■ Records

^^^^^^^^^^^^^^^^

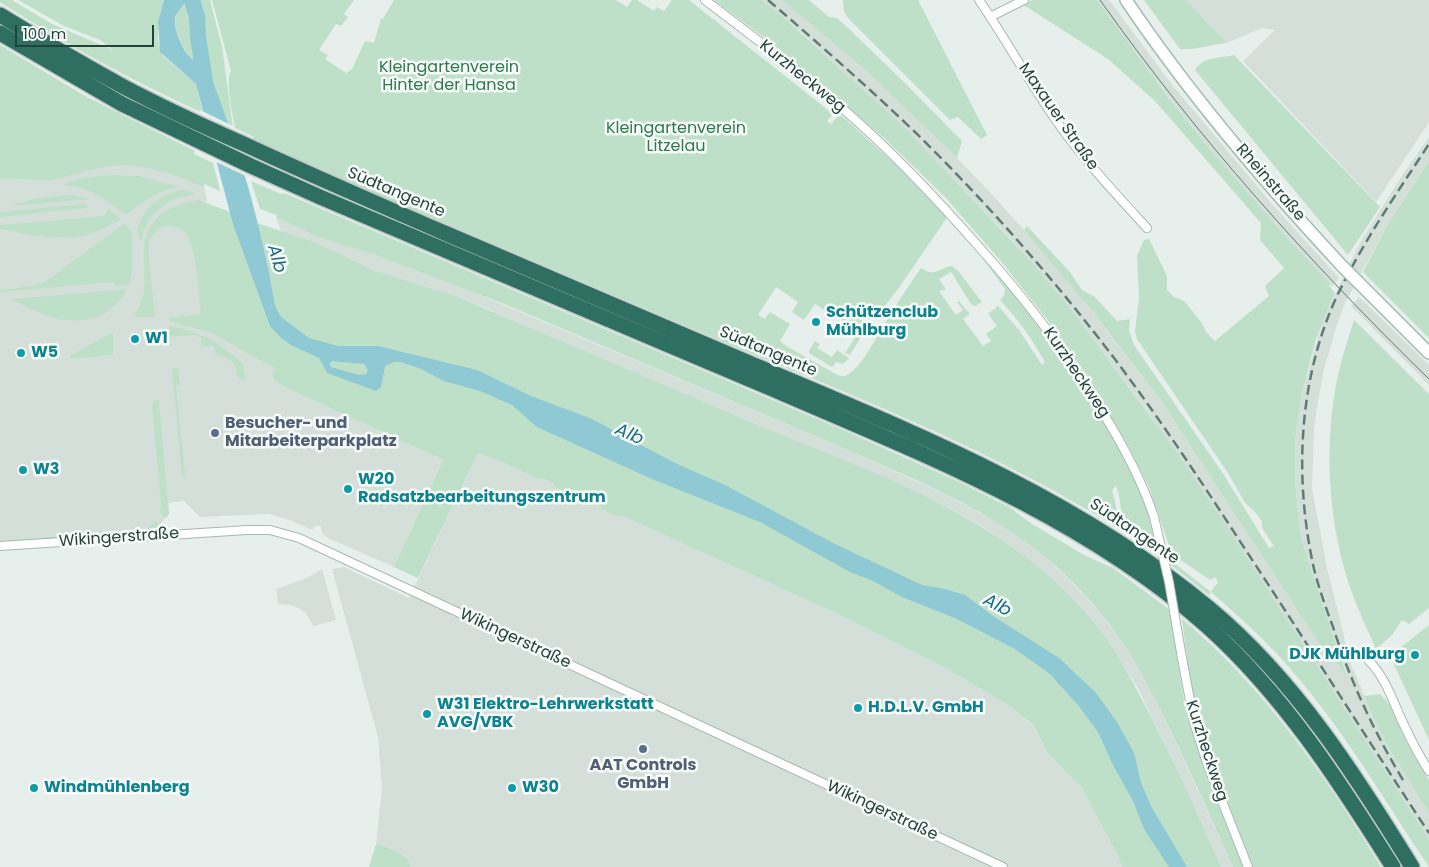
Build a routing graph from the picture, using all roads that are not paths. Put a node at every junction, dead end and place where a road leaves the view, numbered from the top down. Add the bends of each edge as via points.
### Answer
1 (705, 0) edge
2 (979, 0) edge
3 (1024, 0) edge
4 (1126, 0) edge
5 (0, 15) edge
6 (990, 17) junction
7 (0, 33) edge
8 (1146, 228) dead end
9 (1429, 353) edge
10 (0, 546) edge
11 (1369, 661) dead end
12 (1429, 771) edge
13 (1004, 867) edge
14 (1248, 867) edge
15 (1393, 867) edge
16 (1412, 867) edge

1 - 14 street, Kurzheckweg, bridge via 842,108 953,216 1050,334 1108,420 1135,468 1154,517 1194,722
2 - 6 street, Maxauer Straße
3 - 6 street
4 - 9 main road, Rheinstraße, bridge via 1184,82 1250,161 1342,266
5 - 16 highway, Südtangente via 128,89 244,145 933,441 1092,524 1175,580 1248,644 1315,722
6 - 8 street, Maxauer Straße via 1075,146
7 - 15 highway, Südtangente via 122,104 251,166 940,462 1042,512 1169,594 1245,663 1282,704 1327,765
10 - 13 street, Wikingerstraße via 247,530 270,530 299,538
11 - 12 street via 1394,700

^^^^^^^^^^^^^^^^

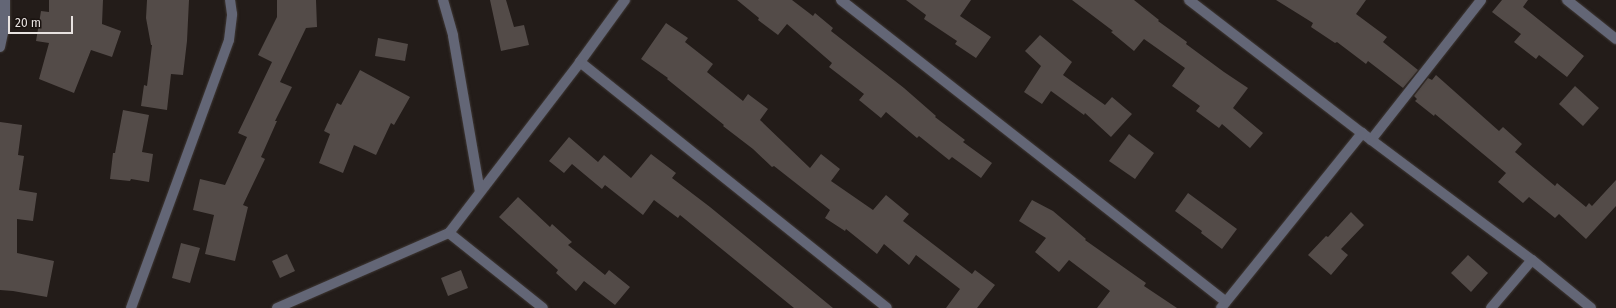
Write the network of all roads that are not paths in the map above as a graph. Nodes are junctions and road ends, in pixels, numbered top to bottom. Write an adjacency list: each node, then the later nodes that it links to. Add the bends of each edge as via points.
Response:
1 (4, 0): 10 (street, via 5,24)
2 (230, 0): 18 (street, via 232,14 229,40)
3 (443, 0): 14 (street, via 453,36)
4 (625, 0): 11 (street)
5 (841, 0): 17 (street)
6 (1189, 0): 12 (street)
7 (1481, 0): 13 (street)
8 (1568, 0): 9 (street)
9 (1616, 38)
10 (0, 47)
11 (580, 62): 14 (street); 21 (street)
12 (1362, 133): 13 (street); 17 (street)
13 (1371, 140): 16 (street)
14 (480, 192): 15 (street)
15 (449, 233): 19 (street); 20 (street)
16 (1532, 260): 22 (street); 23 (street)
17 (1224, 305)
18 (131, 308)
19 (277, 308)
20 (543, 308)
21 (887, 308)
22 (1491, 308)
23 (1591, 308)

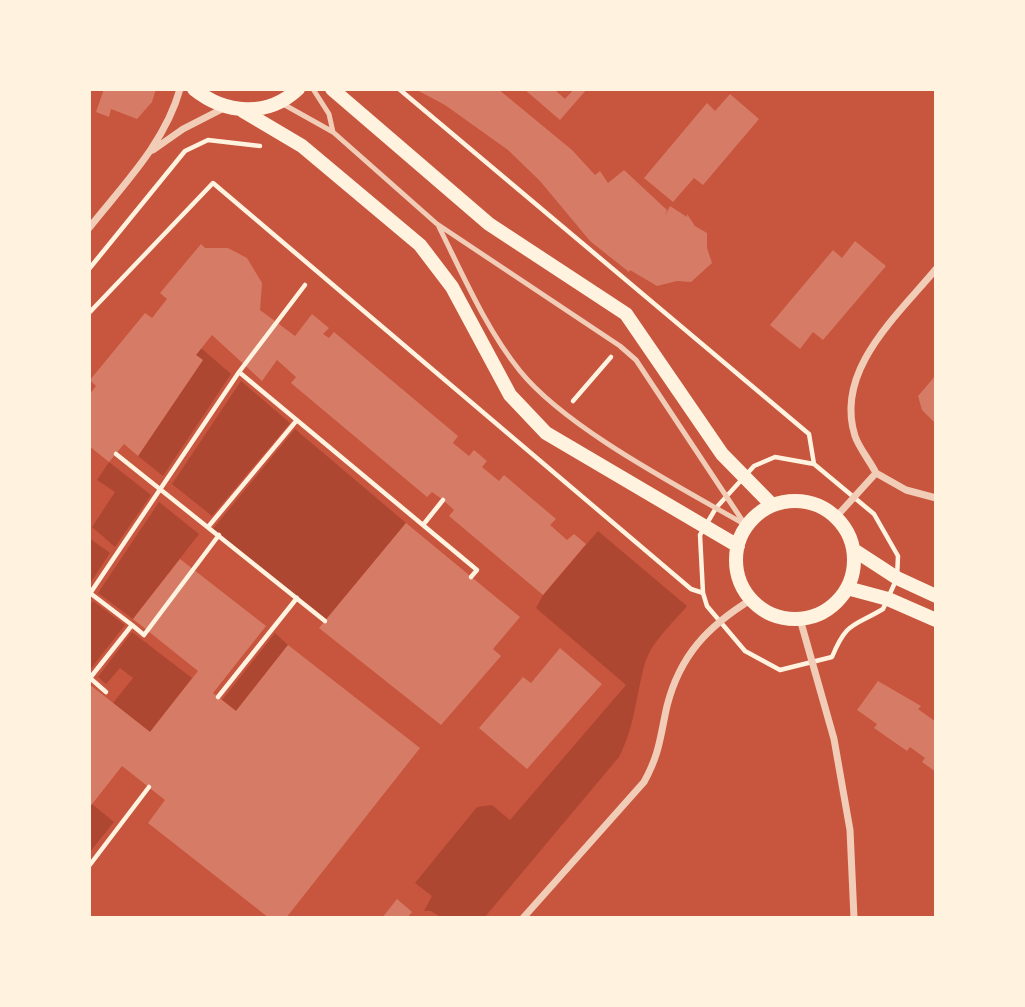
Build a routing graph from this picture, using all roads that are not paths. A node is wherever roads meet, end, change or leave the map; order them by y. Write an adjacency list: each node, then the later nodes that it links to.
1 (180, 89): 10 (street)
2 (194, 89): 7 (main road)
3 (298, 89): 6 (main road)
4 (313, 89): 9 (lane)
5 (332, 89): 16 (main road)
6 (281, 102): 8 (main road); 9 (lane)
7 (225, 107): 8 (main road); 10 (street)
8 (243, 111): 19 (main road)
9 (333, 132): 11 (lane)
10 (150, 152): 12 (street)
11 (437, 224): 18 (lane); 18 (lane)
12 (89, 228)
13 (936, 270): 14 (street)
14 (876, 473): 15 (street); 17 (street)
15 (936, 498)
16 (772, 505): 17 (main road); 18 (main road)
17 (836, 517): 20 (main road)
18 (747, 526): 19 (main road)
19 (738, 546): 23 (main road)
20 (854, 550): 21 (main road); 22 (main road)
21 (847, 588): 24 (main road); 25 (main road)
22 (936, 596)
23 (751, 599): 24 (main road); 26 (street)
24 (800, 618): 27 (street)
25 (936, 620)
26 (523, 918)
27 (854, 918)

^^^^^^^^^^^^^^^^

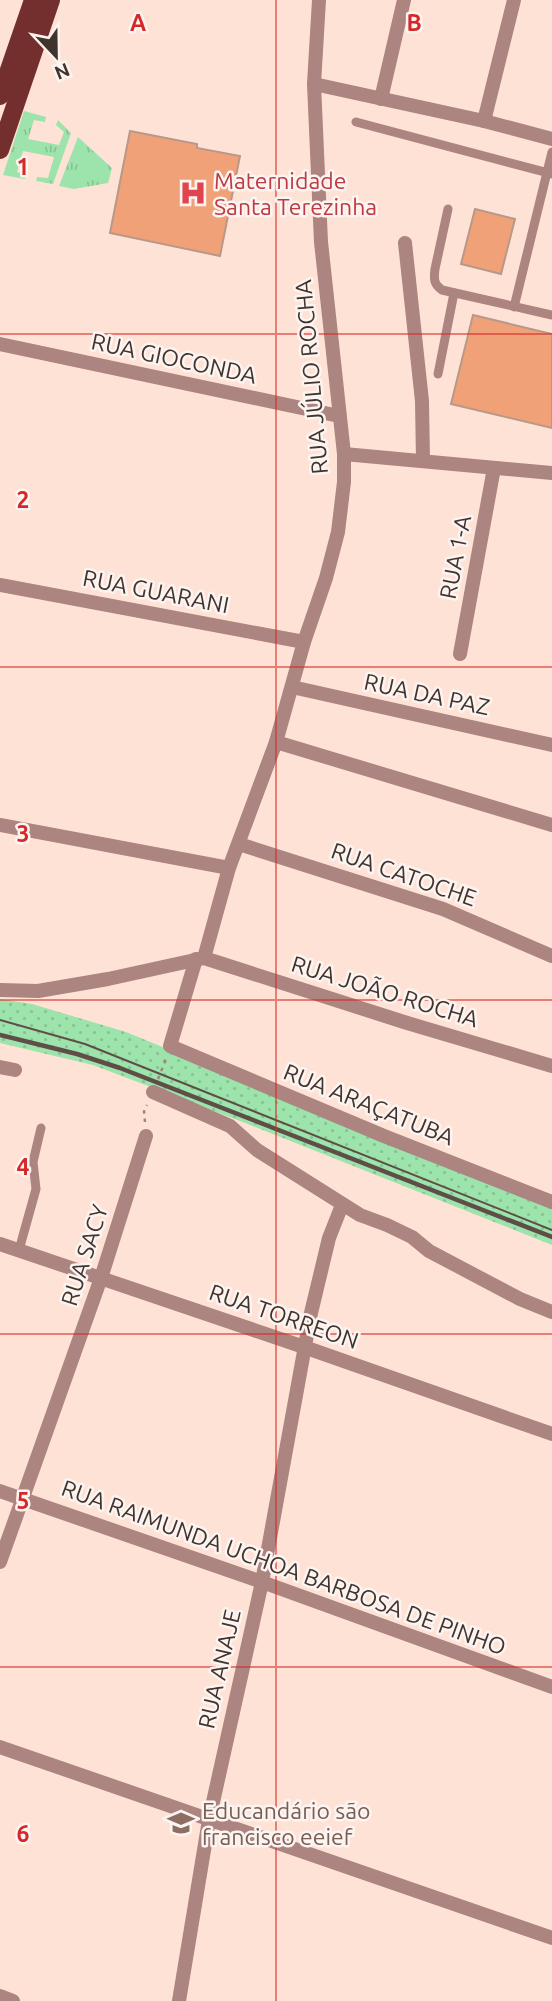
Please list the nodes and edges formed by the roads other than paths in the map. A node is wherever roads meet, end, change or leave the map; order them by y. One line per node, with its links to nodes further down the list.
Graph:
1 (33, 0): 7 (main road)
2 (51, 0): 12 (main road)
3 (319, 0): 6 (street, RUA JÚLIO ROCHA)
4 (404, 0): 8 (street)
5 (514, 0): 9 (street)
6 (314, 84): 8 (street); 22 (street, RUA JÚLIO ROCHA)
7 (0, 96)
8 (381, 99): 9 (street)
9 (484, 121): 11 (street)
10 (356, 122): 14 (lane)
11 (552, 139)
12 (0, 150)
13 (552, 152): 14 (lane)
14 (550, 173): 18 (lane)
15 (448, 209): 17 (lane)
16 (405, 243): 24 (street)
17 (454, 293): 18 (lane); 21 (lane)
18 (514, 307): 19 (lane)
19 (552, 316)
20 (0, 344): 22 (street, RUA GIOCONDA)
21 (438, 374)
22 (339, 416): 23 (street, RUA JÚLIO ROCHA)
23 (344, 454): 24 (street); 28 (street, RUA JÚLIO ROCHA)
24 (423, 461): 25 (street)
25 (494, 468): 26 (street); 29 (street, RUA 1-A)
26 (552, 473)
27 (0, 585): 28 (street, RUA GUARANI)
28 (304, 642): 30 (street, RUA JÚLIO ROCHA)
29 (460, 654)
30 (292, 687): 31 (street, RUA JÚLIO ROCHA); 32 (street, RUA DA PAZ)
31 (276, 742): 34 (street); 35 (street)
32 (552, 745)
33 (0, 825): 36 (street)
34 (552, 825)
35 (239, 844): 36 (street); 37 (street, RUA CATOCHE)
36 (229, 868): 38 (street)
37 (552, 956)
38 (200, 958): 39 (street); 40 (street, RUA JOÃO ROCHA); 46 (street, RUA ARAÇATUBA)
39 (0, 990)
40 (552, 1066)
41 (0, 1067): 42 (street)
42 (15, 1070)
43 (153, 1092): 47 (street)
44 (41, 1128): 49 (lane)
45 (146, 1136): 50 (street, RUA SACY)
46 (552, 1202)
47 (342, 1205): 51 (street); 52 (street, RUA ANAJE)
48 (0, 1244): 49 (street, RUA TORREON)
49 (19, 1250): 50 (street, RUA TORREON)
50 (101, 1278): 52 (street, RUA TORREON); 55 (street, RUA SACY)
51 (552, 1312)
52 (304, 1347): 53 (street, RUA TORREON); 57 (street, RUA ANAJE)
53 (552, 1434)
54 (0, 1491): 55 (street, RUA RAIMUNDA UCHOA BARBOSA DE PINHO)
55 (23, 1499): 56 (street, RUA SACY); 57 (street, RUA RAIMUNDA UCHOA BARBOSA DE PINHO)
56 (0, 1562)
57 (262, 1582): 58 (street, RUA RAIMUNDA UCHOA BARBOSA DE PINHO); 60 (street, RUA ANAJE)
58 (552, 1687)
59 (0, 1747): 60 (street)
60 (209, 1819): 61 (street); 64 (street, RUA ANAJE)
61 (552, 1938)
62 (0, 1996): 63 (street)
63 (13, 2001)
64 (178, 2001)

^^^^^^^^^^^^^^^^

Scan the records for lines with the word "down". Report how many, with no other words.

2